=== AIM OF THE TASK ===
Return the data below in full and exactly, except that the pictures are dropped.

RECORDS SUPPLIED Block Start

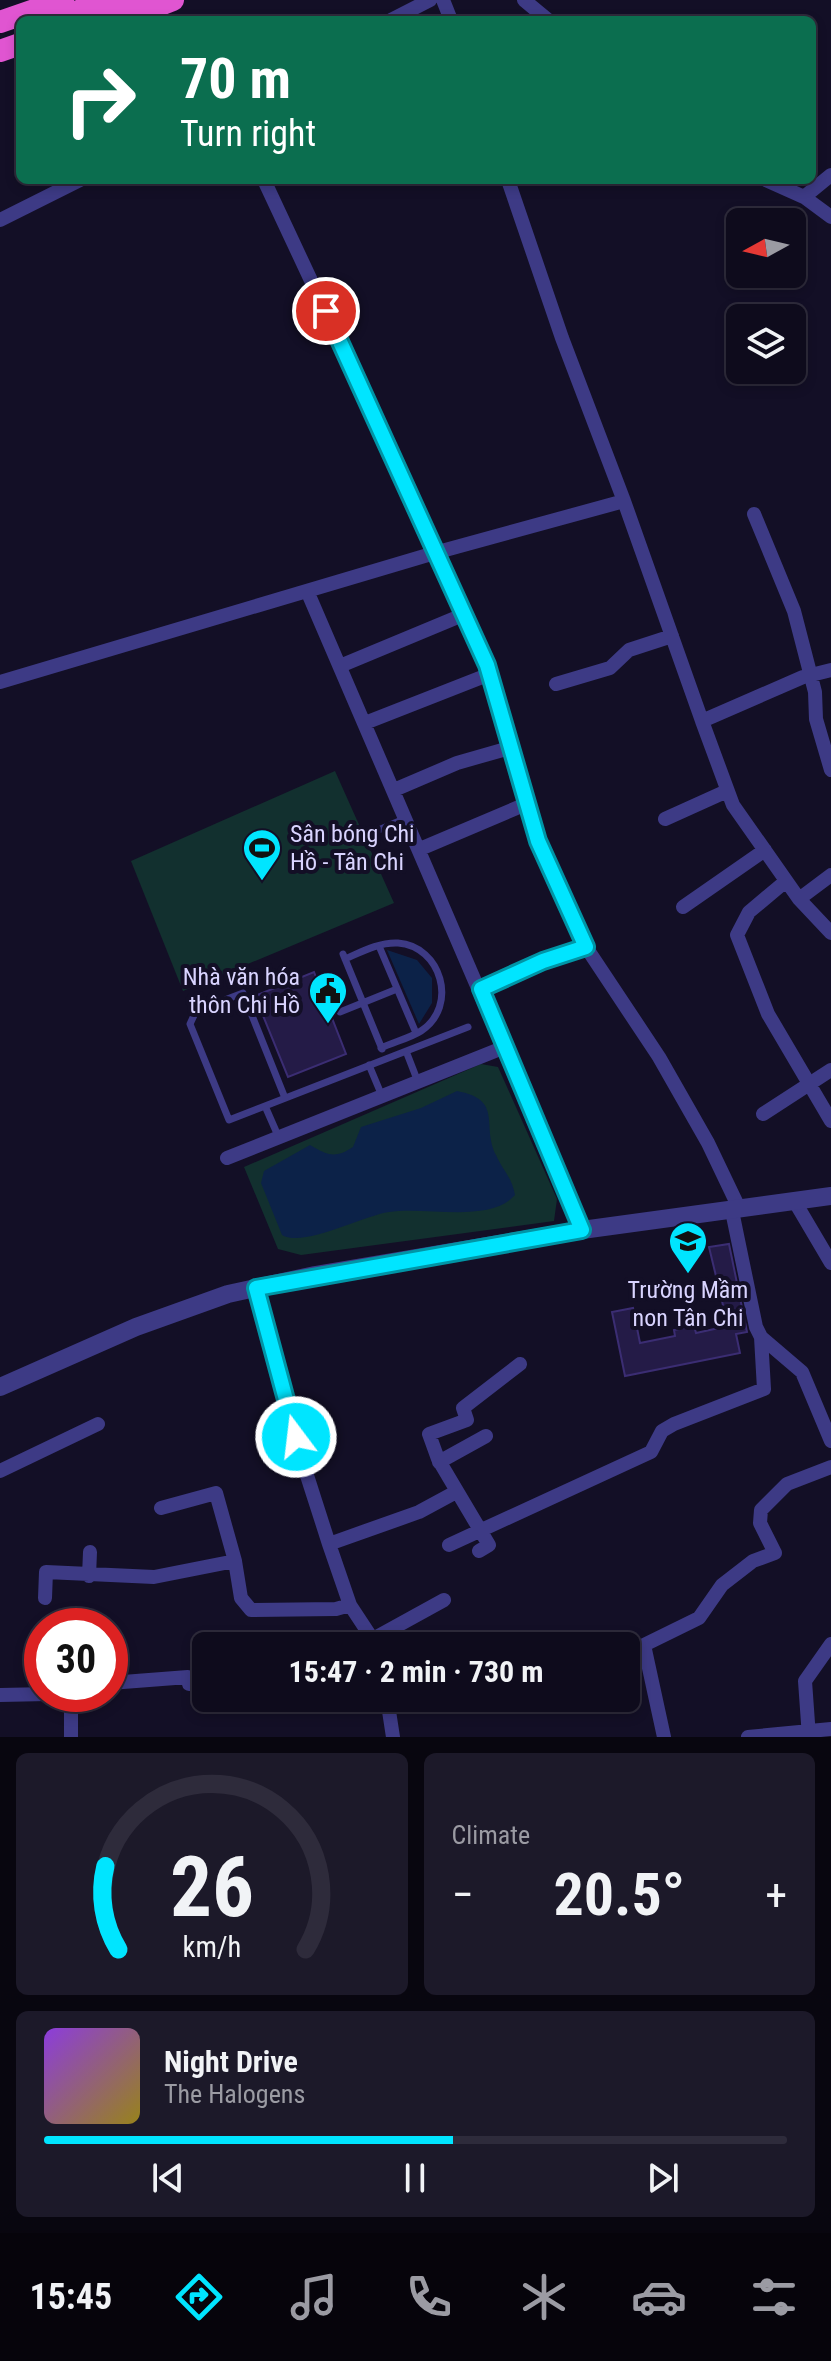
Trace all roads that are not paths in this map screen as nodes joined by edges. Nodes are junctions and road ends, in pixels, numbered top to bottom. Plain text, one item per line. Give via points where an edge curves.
1 (28, 0) edge
2 (63, 0) edge
3 (109, 0) edge
4 (140, 0) edge
5 (173, 0) edge
6 (430, 0) edge
7 (524, 0) edge
8 (0, 9) edge
9 (17, 16) edge
10 (64, 16) edge
11 (98, 16) edge
12 (132, 16) edge
13 (399, 16) edge
14 (543, 16) edge
15 (831, 175) edge
16 (72, 184) edge
17 (266, 184) edge
18 (509, 184) edge
19 (775, 184) edge
20 (804, 197) junction
21 (831, 217) edge
22 (0, 220) edge
23 (624, 501) junction
24 (754, 514) dead end
25 (438, 552) junction
26 (308, 593) junction
27 (465, 614) junction
28 (672, 636) junction
29 (340, 666) junction
30 (831, 670) edge
31 (490, 674) junction
32 (812, 675) junction
33 (0, 682) edge
34 (556, 684) dead end
35 (702, 721) junction
36 (365, 723) junction
37 (513, 747) junction
38 (831, 770) edge
39 (394, 790) junction
40 (727, 791) junction
41 (526, 804) junction
42 (406, 818) junction
43 (665, 819) dead end
44 (374, 832) dead end
45 (420, 849) junction
46 (765, 850) junction
47 (831, 875) edge
48 (786, 881) junction
49 (799, 899) junction
50 (683, 907) dead end
51 (831, 933) edge
52 (379, 946) junction
53 (586, 947) junction
54 (397, 989) junction
55 (481, 989) junction
56 (363, 1003) junction
57 (340, 1012) dead end
58 (468, 1027) dead end
59 (416, 1033) junction
60 (505, 1047) junction
61 (381, 1048) junction
62 (406, 1051) junction
63 (386, 1059) junction
64 (369, 1065) junction
65 (831, 1070) edge
66 (419, 1084) junction
67 (809, 1084) junction
68 (285, 1098) junction
69 (383, 1098) junction
70 (265, 1106) junction
71 (763, 1114) dead end
72 (831, 1121) edge
73 (279, 1138) junction
74 (227, 1158) dead end
75 (831, 1196) edge
76 (795, 1202) junction
77 (736, 1211) junction
78 (582, 1230) junction
79 (831, 1263) edge
80 (256, 1288) junction
81 (761, 1337) junction
82 (520, 1364) dead end
83 (2, 1380) edge
84 (98, 1424) dead end
85 (486, 1436) dead end
86 (831, 1441) edge
87 (439, 1462) junction
88 (831, 1467) edge
89 (0, 1471) edge
90 (456, 1492) junction
91 (161, 1508) dead end
92 (482, 1531) junction
93 (329, 1544) junction
94 (449, 1545) dead end
95 (479, 1551) dead end
96 (90, 1552) dead end
97 (235, 1561) junction
98 (89, 1576) junction
99 (45, 1598) dead end
100 (444, 1600) dead end
101 (350, 1605) junction
102 (369, 1632) edge
103 (392, 1632) edge
104 (831, 1644) edge
105 (128, 1682) edge
106 (192, 1684) edge
107 (24, 1694) edge
108 (0, 1695) edge
109 (71, 1712) edge
110 (389, 1712) edge
111 (831, 1729) edge
112 (808, 1734) edge
113 (71, 1737) edge
114 (393, 1737) edge
115 (664, 1737) edge
116 (748, 1737) edge

1 - 8 highway
2 - 9 highway
3 - 10 highway
4 - 11 highway
5 - 12 highway
6 - 13 street
7 - 14 street
15 - 20 street
16 - 22 street
17 - 25 street
18 - 23 street
19 - 20 street
20 - 21 street
23 - 25 street
23 - 28 street
24 - 32 street via 794,611
25 - 26 street
25 - 27 street
26 - 29 street
26 - 33 street
27 - 29 street
27 - 31 street
28 - 34 street via 629,650 610,668
28 - 35 street
29 - 36 street
30 - 32 street
31 - 36 street
31 - 37 street
32 - 35 street
32 - 38 street via 816,719
35 - 40 street
36 - 39 street
37 - 39 street
37 - 41 street
39 - 42 street
40 - 43 street
40 - 46 street
41 - 45 street
41 - 53 street
42 - 44 lane
42 - 45 street
45 - 55 street
46 - 48 street
46 - 50 street
47 - 49 street
48 - 49 street
48 - 67 street via 749,912 737,935 768,1014
49 - 51 street
52 - 54 lane
52 - 56 lane via 344,957
52 - 59 lane via 409,945 439,972 441,1001 429,1023
53 - 55 street
53 - 77 street via 708,1143
54 - 56 lane
54 - 59 lane
55 - 60 street
56 - 57 lane
56 - 61 lane
58 - 62 lane
59 - 61 lane
60 - 66 street
60 - 78 street
61 - 63 lane
62 - 63 lane
62 - 66 lane
63 - 64 lane
64 - 68 lane
64 - 69 lane
65 - 67 street
66 - 69 street
67 - 71 street
67 - 72 street
68 - 70 lane
68 - 70 lane via 243,993 192,1014 190,1024 229,1120
69 - 73 street
70 - 73 lane
73 - 74 street
75 - 76 street
76 - 77 street
76 - 79 street
77 - 78 street
77 - 81 street
78 - 80 street
80 - 83 street via 177,1311
80 - 93 street
81 - 86 street via 802,1372
81 - 92 street via 764,1389 674,1424 662,1431 651,1452
82 - 87 street via 463,1408 467,1420 429,1434
84 - 89 street
85 - 87 street
87 - 90 street
88 - 115 street via 787,1484 761,1510 760,1523 775,1553 753,1561 722,1585 699,1618 644,1645
90 - 92 street
90 - 93 street via 419,1512
91 - 97 street via 216,1493
92 - 94 street
92 - 95 street via 489,1545
93 - 101 street
96 - 98 street
97 - 98 street via 154,1577
97 - 101 street via 241,1598 251,1610
98 - 99 street via 46,1572
100 - 103 street
101 - 102 street
104 - 112 street via 805,1681
105 - 106 street via 188,1677
107 - 108 street
109 - 113 street
110 - 114 street
111 - 112 street
112 - 116 street

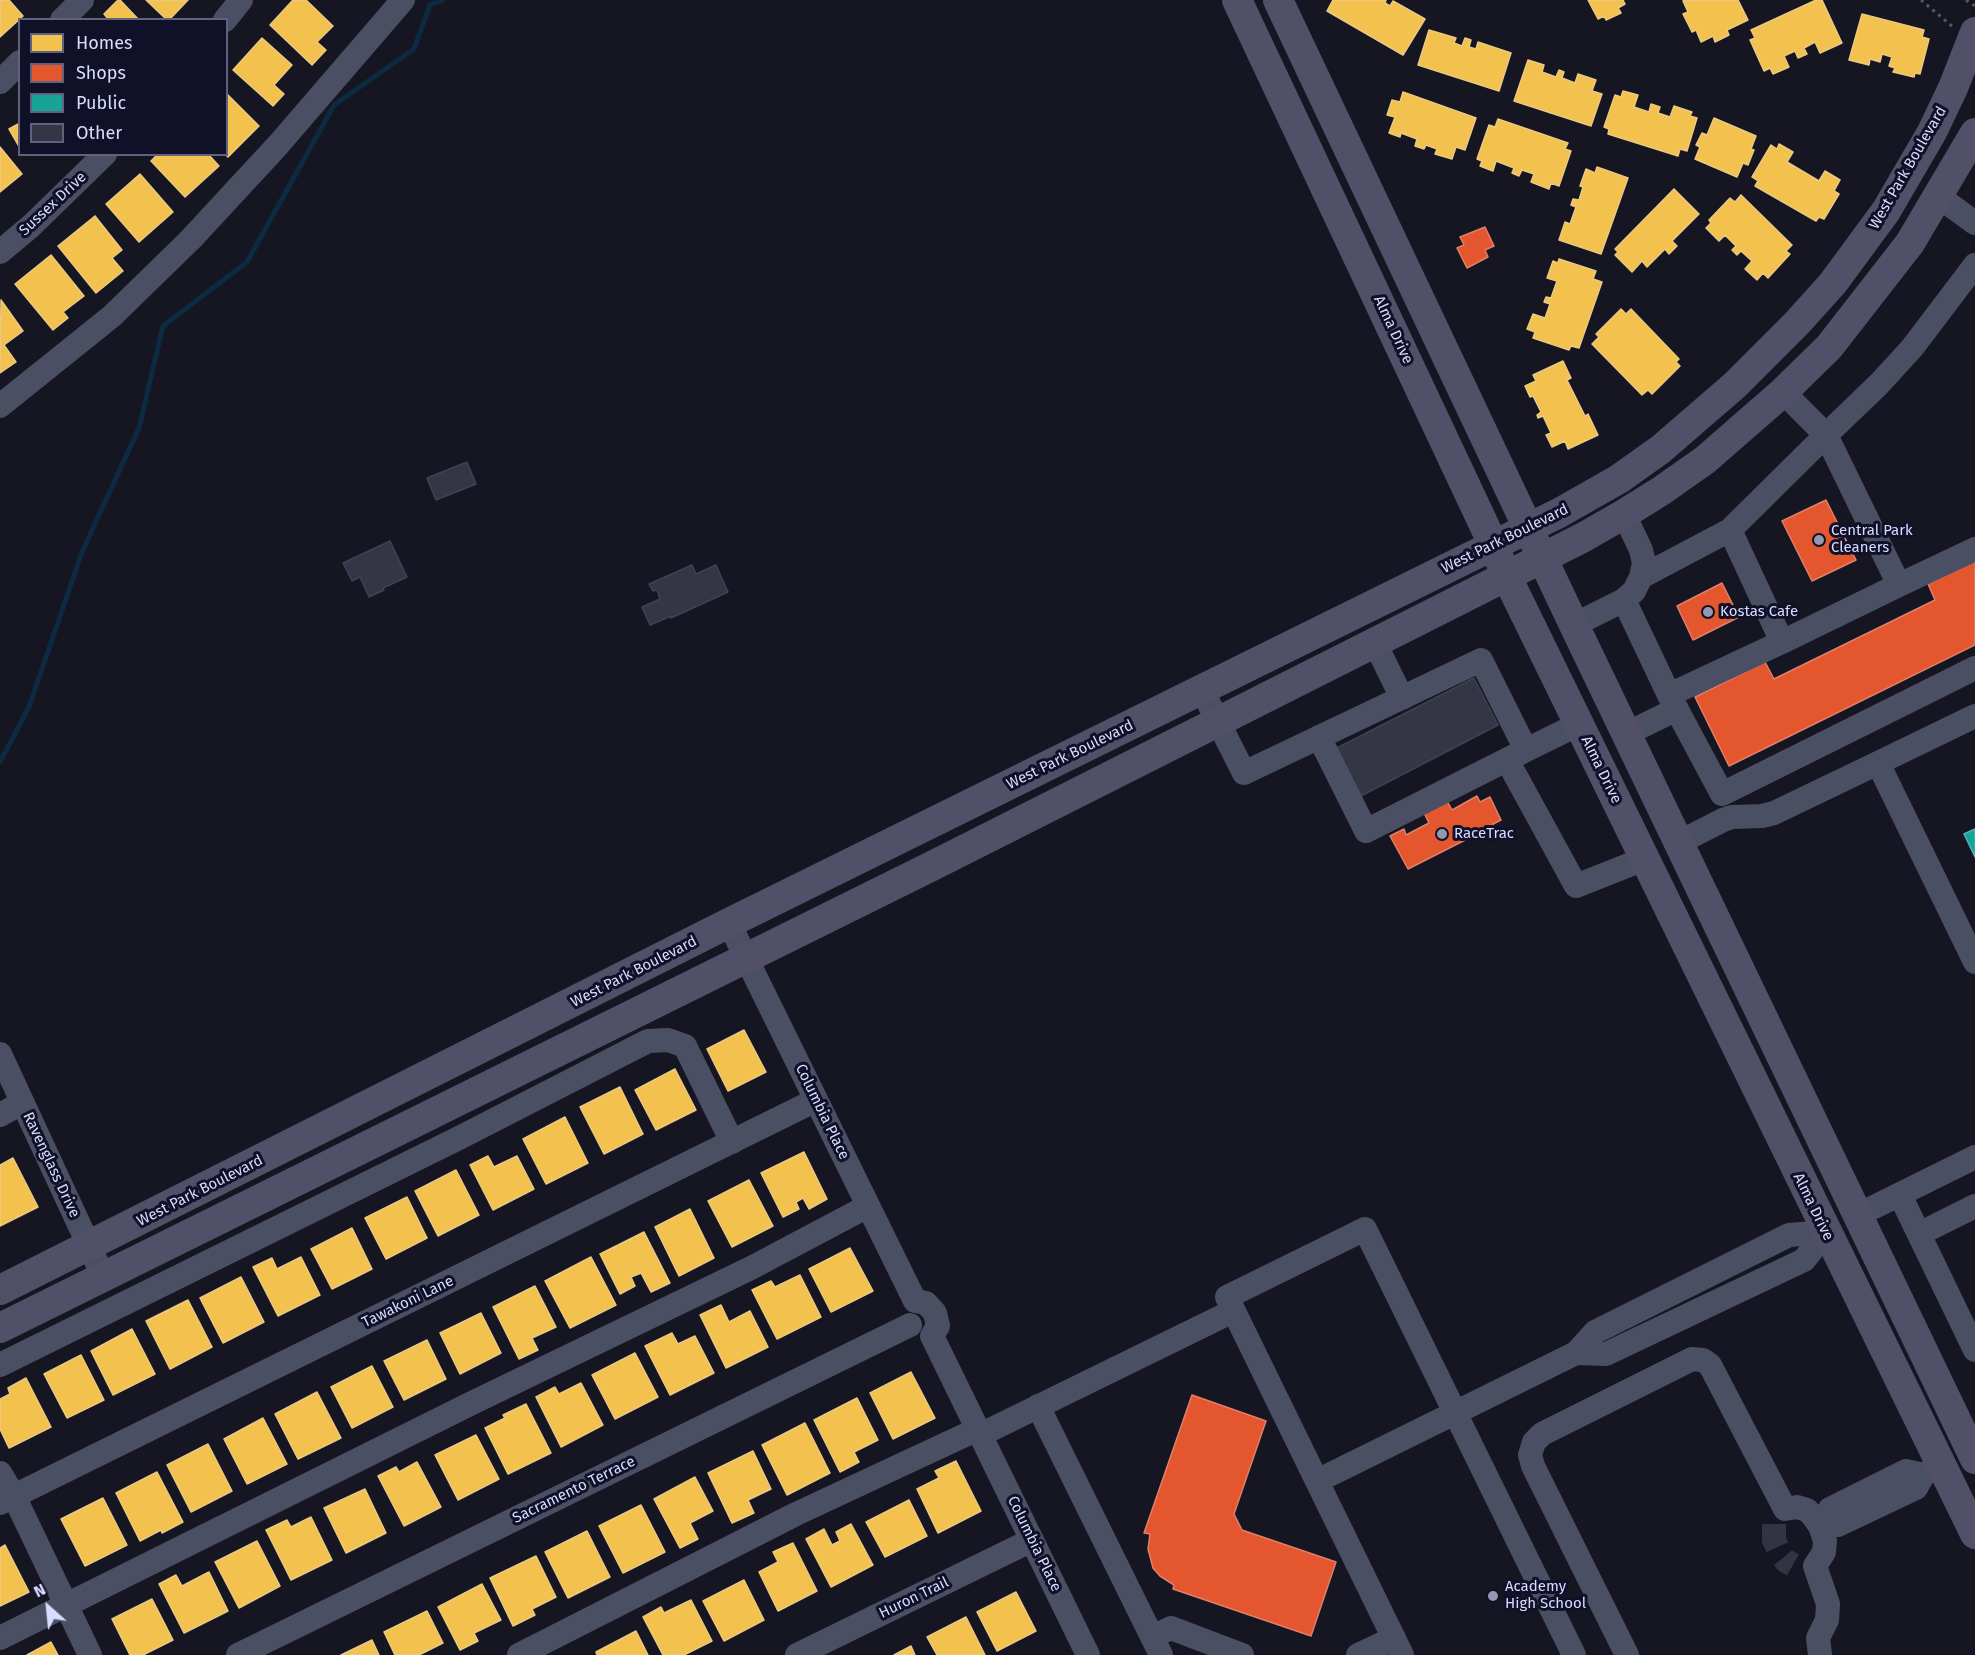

RECORDS SUPPLIED Block End

=== SOLUTION TO THE PROBLEM ===
Trace all roads that are not paths in this map screen as nodes joined by edges. Nodes are junctions and road ends, in pixels, numbered top to bottom. Plain text, one item per line. Give via points where an edge curves.
1 (28, 0) edge
2 (63, 0) edge
3 (109, 0) edge
4 (140, 0) edge
5 (173, 0) edge
6 (430, 0) edge
7 (524, 0) edge
8 (0, 9) edge
9 (17, 16) edge
10 (64, 16) edge
11 (98, 16) edge
12 (132, 16) edge
13 (399, 16) edge
14 (543, 16) edge
15 (831, 175) edge
16 (72, 184) edge
17 (266, 184) edge
18 (509, 184) edge
19 (775, 184) edge
20 (804, 197) junction
21 (831, 217) edge
22 (0, 220) edge
23 (624, 501) junction
24 (754, 514) dead end
25 (438, 552) junction
26 (308, 593) junction
27 (465, 614) junction
28 (672, 636) junction
29 (340, 666) junction
30 (831, 670) edge
31 (490, 674) junction
32 (812, 675) junction
33 (0, 682) edge
34 (556, 684) dead end
35 (702, 721) junction
36 (365, 723) junction
37 (513, 747) junction
38 (831, 770) edge
39 (394, 790) junction
40 (727, 791) junction
41 (526, 804) junction
42 (406, 818) junction
43 (665, 819) dead end
44 (374, 832) dead end
45 (420, 849) junction
46 (765, 850) junction
47 (831, 875) edge
48 (786, 881) junction
49 (799, 899) junction
50 (683, 907) dead end
51 (831, 933) edge
52 (379, 946) junction
53 (586, 947) junction
54 (397, 989) junction
55 (481, 989) junction
56 (363, 1003) junction
57 (340, 1012) dead end
58 (468, 1027) dead end
59 (416, 1033) junction
60 (505, 1047) junction
61 (381, 1048) junction
62 (406, 1051) junction
63 (386, 1059) junction
64 (369, 1065) junction
65 (831, 1070) edge
66 (419, 1084) junction
67 (809, 1084) junction
68 (285, 1098) junction
69 (383, 1098) junction
70 (265, 1106) junction
71 (763, 1114) dead end
72 (831, 1121) edge
73 (279, 1138) junction
74 (227, 1158) dead end
75 (831, 1196) edge
76 (795, 1202) junction
77 (736, 1211) junction
78 (582, 1230) junction
79 (831, 1263) edge
80 (256, 1288) junction
81 (761, 1337) junction
82 (520, 1364) dead end
83 (2, 1380) edge
84 (98, 1424) dead end
85 (486, 1436) dead end
86 (831, 1441) edge
87 (439, 1462) junction
88 (831, 1467) edge
89 (0, 1471) edge
90 (456, 1492) junction
91 (161, 1508) dead end
92 (482, 1531) junction
93 (329, 1544) junction
94 (449, 1545) dead end
95 (479, 1551) dead end
96 (90, 1552) dead end
97 (235, 1561) junction
98 (89, 1576) junction
99 (45, 1598) dead end
100 (444, 1600) dead end
101 (350, 1605) junction
102 (369, 1632) edge
103 (392, 1632) edge
104 (831, 1644) edge
105 (128, 1682) edge
106 (192, 1684) edge
107 (24, 1694) edge
108 (0, 1695) edge
109 (71, 1712) edge
110 (389, 1712) edge
111 (831, 1729) edge
112 (808, 1734) edge
113 (71, 1737) edge
114 (393, 1737) edge
115 (664, 1737) edge
116 (748, 1737) edge

1 - 8 highway
2 - 9 highway
3 - 10 highway
4 - 11 highway
5 - 12 highway
6 - 13 street
7 - 14 street
15 - 20 street
16 - 22 street
17 - 25 street
18 - 23 street
19 - 20 street
20 - 21 street
23 - 25 street
23 - 28 street
24 - 32 street via 794,611
25 - 26 street
25 - 27 street
26 - 29 street
26 - 33 street
27 - 29 street
27 - 31 street
28 - 34 street via 629,650 610,668
28 - 35 street
29 - 36 street
30 - 32 street
31 - 36 street
31 - 37 street
32 - 35 street
32 - 38 street via 816,719
35 - 40 street
36 - 39 street
37 - 39 street
37 - 41 street
39 - 42 street
40 - 43 street
40 - 46 street
41 - 45 street
41 - 53 street
42 - 44 lane
42 - 45 street
45 - 55 street
46 - 48 street
46 - 50 street
47 - 49 street
48 - 49 street
48 - 67 street via 749,912 737,935 768,1014
49 - 51 street
52 - 54 lane
52 - 56 lane via 344,957
52 - 59 lane via 409,945 439,972 441,1001 429,1023
53 - 55 street
53 - 77 street via 708,1143
54 - 56 lane
54 - 59 lane
55 - 60 street
56 - 57 lane
56 - 61 lane
58 - 62 lane
59 - 61 lane
60 - 66 street
60 - 78 street
61 - 63 lane
62 - 63 lane
62 - 66 lane
63 - 64 lane
64 - 68 lane
64 - 69 lane
65 - 67 street
66 - 69 street
67 - 71 street
67 - 72 street
68 - 70 lane
68 - 70 lane via 243,993 192,1014 190,1024 229,1120
69 - 73 street
70 - 73 lane
73 - 74 street
75 - 76 street
76 - 77 street
76 - 79 street
77 - 78 street
77 - 81 street
78 - 80 street
80 - 83 street via 177,1311
80 - 93 street
81 - 86 street via 802,1372
81 - 92 street via 764,1389 674,1424 662,1431 651,1452
82 - 87 street via 463,1408 467,1420 429,1434
84 - 89 street
85 - 87 street
87 - 90 street
88 - 115 street via 787,1484 761,1510 760,1523 775,1553 753,1561 722,1585 699,1618 644,1645
90 - 92 street
90 - 93 street via 419,1512
91 - 97 street via 216,1493
92 - 94 street
92 - 95 street via 489,1545
93 - 101 street
96 - 98 street
97 - 98 street via 154,1577
97 - 101 street via 241,1598 251,1610
98 - 99 street via 46,1572
100 - 103 street
101 - 102 street
104 - 112 street via 805,1681
105 - 106 street via 188,1677
107 - 108 street
109 - 113 street
110 - 114 street
111 - 112 street
112 - 116 street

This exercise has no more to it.